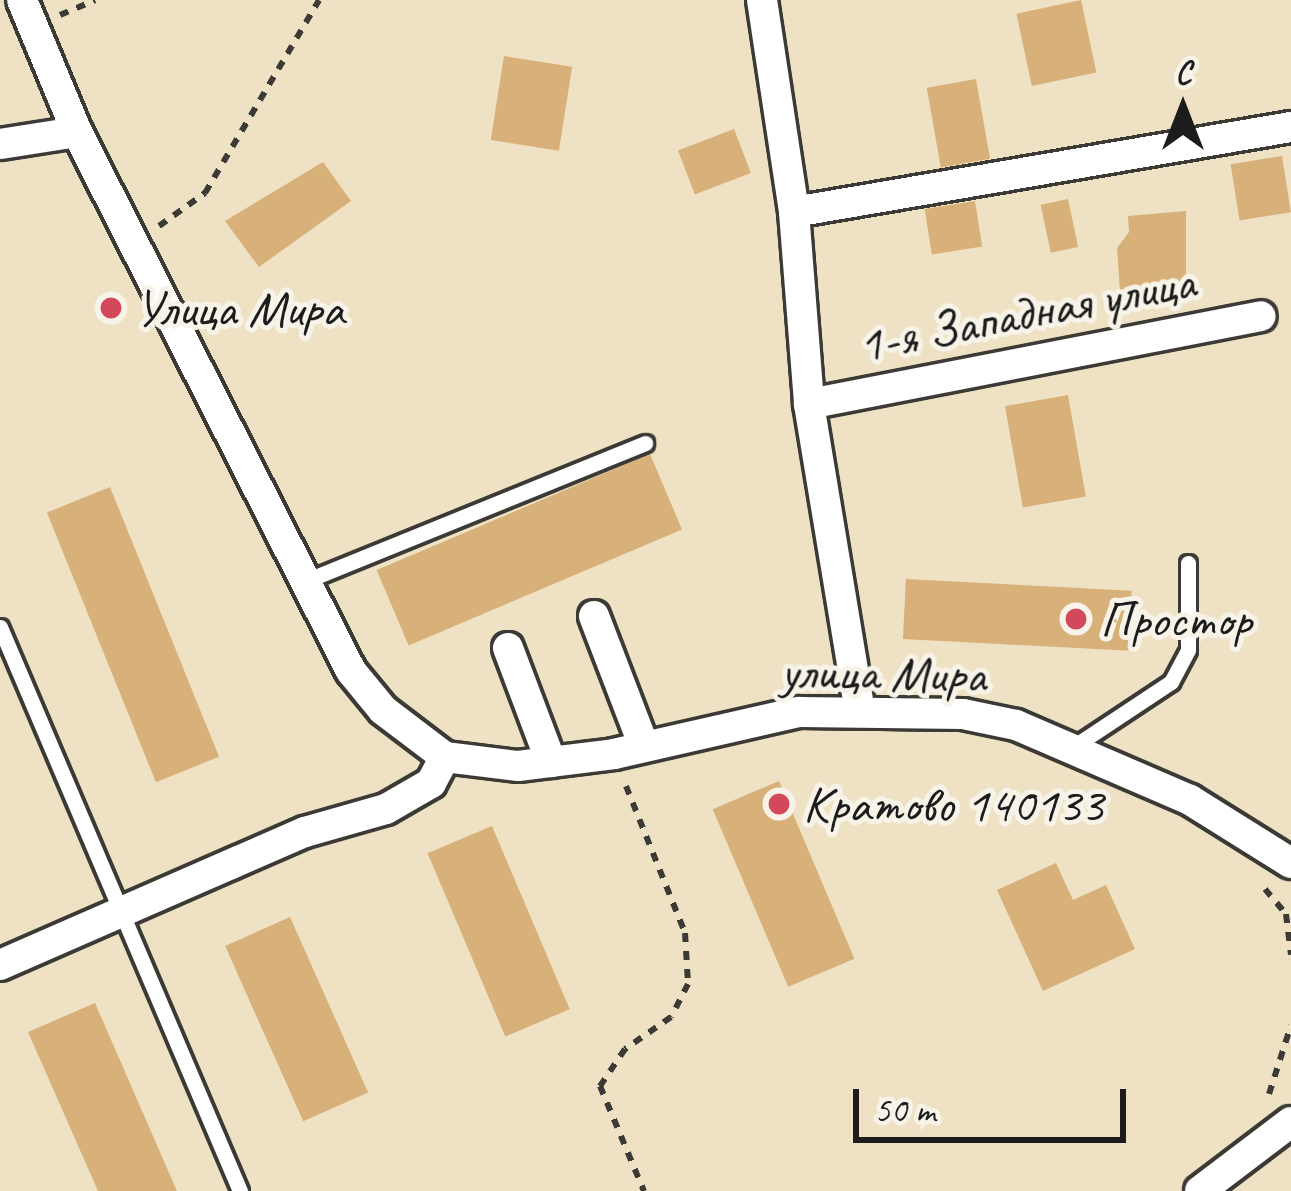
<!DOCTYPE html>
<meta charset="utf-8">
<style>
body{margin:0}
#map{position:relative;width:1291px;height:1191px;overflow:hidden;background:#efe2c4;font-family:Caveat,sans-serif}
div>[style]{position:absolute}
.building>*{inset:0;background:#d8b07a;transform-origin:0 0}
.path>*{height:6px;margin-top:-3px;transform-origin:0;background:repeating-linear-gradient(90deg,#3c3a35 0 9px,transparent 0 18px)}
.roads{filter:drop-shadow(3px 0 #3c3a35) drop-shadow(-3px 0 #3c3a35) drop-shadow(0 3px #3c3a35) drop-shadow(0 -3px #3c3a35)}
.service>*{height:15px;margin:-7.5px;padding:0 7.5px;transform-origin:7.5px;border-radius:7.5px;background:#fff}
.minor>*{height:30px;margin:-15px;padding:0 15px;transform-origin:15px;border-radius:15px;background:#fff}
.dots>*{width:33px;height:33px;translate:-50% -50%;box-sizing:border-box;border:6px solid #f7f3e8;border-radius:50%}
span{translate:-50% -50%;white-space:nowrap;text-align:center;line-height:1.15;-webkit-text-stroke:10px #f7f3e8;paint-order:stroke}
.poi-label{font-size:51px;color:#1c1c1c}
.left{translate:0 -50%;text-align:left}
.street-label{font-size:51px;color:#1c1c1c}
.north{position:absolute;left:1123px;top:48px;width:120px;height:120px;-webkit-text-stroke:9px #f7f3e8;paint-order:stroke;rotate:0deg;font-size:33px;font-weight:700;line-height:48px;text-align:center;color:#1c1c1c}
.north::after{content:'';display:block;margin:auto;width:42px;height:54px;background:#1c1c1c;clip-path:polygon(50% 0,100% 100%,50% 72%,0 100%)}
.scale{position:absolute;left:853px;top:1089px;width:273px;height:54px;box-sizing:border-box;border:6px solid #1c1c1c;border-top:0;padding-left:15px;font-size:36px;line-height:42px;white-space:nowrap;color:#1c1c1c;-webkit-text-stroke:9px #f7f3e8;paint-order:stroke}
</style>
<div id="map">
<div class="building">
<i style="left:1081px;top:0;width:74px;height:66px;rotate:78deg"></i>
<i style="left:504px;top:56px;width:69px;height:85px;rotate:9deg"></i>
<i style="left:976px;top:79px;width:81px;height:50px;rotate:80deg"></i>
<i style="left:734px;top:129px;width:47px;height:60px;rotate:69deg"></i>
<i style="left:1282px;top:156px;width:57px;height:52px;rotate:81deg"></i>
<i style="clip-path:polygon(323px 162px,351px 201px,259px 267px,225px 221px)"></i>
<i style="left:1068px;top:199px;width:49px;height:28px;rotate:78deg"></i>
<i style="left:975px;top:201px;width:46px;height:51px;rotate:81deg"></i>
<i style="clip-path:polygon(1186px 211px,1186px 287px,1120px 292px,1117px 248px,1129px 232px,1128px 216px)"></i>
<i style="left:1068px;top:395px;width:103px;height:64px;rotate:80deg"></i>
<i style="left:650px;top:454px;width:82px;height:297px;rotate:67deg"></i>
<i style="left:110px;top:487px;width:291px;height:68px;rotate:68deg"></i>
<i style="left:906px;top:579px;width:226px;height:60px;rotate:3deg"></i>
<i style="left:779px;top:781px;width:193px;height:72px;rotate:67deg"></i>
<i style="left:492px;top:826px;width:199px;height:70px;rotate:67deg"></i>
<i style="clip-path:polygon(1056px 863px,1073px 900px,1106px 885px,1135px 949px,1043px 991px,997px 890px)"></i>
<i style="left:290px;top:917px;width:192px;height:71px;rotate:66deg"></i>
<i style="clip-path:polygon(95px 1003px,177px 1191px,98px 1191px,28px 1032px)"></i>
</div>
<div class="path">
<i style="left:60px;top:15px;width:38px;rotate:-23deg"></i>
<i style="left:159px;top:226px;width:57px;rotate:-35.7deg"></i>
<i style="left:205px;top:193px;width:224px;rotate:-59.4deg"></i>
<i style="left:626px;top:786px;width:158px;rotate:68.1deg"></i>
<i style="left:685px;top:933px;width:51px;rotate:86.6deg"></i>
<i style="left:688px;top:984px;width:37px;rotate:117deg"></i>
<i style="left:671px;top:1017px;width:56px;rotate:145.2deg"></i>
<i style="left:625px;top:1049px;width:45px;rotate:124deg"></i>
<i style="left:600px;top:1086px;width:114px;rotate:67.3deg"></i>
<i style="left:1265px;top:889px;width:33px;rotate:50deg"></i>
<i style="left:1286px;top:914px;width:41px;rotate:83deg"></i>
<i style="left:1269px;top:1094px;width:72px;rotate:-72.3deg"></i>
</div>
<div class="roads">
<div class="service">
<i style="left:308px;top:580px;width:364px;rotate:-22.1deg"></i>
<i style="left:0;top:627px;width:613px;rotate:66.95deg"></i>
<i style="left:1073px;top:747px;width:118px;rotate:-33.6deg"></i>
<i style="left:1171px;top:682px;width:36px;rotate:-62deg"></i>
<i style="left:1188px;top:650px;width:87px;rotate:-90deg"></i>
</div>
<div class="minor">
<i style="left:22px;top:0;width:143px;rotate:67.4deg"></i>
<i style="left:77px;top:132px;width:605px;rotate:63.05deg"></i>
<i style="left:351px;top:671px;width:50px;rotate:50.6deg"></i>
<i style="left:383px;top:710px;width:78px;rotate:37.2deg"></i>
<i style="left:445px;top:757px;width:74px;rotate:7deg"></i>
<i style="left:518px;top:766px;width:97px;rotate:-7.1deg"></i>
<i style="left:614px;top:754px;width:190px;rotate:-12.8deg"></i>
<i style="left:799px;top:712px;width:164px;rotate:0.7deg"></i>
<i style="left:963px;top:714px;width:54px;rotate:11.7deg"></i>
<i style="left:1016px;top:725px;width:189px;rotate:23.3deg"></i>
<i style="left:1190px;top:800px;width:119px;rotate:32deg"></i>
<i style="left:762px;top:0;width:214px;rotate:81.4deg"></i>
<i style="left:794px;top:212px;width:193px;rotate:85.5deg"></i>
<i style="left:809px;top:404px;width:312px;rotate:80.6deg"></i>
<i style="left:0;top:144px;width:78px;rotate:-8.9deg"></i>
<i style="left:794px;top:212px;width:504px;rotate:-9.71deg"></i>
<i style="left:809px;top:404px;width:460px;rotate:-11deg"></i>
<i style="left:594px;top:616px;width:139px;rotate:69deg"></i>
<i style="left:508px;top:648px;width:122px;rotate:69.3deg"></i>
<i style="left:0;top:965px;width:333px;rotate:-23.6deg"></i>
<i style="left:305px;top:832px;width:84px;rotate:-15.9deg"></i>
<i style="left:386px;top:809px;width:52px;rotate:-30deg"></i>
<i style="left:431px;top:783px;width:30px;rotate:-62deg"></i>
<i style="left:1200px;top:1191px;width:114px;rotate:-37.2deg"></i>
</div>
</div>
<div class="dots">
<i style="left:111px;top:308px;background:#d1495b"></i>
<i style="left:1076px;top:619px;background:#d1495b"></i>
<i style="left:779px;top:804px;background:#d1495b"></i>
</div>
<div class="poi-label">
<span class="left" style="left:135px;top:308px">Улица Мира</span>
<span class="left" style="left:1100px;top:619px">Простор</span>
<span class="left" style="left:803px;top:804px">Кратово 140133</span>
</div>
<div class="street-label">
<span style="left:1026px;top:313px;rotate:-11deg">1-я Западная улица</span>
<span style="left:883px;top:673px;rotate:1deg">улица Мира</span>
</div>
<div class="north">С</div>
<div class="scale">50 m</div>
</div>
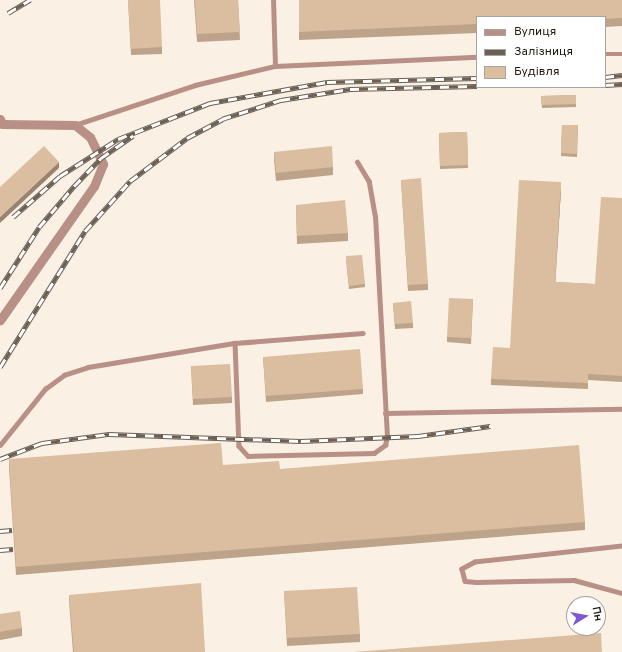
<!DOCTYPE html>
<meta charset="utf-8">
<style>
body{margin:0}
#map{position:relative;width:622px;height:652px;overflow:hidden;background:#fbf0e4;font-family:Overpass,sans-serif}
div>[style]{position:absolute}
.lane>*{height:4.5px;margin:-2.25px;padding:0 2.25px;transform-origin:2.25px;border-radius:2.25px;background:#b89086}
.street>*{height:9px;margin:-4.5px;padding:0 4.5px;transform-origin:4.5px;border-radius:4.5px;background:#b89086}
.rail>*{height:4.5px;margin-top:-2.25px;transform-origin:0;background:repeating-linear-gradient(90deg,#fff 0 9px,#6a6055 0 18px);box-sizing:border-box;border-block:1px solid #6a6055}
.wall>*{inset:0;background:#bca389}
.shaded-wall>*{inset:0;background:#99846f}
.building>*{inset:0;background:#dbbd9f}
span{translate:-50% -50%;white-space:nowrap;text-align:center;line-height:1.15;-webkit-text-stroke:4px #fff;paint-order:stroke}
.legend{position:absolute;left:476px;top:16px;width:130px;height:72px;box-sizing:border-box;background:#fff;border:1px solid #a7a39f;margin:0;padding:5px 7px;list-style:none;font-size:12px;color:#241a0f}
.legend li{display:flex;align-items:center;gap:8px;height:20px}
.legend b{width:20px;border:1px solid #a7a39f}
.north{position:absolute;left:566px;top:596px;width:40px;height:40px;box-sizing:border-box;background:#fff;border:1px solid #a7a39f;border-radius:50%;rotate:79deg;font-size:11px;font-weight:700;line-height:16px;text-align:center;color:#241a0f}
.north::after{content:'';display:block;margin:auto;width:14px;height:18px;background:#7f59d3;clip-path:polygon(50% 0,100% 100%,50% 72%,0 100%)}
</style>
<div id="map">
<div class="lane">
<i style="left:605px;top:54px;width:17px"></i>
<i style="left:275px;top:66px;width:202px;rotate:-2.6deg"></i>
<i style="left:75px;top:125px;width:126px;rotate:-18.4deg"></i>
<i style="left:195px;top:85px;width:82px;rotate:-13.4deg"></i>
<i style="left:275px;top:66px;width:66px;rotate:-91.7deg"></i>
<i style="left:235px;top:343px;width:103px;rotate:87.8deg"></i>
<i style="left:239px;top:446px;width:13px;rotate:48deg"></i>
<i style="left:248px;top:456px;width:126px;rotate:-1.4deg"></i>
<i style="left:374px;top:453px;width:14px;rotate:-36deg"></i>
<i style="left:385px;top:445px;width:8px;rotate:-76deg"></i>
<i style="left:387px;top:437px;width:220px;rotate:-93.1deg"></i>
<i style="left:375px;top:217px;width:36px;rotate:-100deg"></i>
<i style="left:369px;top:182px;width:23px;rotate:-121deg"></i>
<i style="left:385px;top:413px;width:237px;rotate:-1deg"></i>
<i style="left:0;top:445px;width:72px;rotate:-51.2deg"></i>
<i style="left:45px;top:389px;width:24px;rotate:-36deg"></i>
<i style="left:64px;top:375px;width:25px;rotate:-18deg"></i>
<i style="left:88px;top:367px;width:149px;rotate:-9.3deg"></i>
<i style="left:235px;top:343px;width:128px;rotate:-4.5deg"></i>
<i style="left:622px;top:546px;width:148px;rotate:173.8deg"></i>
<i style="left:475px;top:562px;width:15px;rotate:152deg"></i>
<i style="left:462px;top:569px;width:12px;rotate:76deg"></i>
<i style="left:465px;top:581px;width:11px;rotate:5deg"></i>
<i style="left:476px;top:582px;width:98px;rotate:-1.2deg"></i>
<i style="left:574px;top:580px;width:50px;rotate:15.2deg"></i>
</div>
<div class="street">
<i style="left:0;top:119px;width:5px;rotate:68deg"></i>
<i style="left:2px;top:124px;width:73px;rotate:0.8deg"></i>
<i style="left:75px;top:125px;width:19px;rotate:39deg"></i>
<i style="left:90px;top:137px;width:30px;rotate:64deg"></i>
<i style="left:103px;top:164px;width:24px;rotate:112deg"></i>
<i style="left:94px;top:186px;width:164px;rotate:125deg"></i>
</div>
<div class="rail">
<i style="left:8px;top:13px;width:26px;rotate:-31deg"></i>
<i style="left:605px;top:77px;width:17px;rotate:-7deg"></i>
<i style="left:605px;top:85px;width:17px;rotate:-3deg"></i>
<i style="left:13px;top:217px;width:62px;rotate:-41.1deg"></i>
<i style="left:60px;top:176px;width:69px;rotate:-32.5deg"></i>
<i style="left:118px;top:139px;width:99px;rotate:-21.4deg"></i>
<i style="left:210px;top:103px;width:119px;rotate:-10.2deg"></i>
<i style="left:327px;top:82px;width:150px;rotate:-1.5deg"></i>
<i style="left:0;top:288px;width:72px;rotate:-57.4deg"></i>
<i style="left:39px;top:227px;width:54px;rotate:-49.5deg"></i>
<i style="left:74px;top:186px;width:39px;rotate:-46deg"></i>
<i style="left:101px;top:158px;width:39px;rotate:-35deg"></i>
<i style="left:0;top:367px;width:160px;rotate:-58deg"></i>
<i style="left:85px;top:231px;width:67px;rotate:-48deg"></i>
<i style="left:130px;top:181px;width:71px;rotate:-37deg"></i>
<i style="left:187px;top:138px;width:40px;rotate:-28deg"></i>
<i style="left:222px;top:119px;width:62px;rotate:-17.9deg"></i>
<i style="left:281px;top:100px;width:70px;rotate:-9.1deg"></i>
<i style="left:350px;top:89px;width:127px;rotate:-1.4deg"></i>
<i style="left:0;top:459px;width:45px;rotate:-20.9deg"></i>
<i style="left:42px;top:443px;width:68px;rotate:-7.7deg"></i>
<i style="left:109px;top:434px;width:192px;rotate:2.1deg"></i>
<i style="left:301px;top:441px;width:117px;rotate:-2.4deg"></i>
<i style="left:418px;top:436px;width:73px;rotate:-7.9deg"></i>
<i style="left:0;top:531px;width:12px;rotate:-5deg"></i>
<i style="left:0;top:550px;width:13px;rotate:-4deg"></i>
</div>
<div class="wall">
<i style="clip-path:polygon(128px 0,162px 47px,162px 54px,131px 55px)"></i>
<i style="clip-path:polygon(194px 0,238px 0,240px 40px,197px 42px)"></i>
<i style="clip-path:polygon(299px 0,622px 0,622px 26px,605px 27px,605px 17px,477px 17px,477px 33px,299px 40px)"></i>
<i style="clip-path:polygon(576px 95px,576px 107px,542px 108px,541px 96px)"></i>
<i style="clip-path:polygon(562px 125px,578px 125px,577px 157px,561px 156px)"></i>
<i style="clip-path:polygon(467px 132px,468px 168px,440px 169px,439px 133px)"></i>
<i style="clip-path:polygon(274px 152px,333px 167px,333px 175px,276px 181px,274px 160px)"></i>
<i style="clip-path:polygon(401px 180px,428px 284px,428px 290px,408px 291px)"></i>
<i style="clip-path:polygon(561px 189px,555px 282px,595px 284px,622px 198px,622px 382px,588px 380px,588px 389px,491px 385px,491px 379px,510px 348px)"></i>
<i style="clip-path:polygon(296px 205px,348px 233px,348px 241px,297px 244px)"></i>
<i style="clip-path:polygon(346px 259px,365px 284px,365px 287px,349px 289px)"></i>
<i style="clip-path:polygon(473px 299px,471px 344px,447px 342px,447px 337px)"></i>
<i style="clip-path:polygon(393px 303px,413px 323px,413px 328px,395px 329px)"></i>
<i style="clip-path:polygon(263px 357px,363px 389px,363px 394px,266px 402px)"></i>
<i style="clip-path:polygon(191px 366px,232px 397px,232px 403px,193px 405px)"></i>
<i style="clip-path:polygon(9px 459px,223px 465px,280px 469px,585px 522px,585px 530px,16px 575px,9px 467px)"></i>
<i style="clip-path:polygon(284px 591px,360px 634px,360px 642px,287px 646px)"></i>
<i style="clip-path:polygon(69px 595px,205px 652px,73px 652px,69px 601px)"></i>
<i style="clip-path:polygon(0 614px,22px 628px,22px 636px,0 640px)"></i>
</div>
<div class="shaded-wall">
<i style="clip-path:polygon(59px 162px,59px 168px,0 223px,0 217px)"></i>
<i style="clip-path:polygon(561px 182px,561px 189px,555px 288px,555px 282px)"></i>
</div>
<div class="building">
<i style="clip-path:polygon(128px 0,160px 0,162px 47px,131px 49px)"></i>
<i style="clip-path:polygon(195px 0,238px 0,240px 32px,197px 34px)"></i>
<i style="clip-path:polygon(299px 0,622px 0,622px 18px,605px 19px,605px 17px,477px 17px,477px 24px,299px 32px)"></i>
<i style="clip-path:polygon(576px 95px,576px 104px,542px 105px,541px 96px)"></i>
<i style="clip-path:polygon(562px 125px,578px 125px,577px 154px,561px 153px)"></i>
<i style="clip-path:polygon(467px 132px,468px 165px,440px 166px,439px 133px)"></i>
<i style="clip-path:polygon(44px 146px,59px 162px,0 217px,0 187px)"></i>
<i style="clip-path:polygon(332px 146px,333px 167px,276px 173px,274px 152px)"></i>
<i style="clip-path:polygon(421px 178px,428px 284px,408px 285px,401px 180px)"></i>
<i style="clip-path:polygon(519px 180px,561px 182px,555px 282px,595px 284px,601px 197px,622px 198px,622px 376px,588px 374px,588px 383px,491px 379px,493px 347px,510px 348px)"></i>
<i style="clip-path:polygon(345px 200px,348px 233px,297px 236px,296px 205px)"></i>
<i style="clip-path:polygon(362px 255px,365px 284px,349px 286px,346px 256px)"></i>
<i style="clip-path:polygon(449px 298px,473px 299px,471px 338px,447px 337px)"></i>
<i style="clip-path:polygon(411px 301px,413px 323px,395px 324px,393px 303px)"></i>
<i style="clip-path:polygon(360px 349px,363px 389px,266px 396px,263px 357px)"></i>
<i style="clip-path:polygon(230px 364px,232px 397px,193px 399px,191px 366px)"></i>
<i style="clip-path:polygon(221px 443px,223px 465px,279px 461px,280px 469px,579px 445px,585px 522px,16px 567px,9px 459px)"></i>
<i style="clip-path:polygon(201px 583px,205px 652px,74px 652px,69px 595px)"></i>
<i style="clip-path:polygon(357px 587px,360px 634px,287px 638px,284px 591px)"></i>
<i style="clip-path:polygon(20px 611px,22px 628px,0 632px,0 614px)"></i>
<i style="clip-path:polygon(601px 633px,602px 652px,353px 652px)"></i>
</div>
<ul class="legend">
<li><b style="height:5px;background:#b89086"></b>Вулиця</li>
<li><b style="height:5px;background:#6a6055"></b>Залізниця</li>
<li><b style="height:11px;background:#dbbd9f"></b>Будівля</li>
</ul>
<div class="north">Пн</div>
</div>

Exercise goal — When a line in the material includes the word "overflow", copy it out.

Worked solution —
#map{position:relative;width:1291px;height:1191px;overflow:hidden;background:#efe2c4;font-family:Caveat,sans-serif}
#map{position:relative;width:622px;height:652px;overflow:hidden;background:#fbf0e4;font-family:Overpass,sans-serif}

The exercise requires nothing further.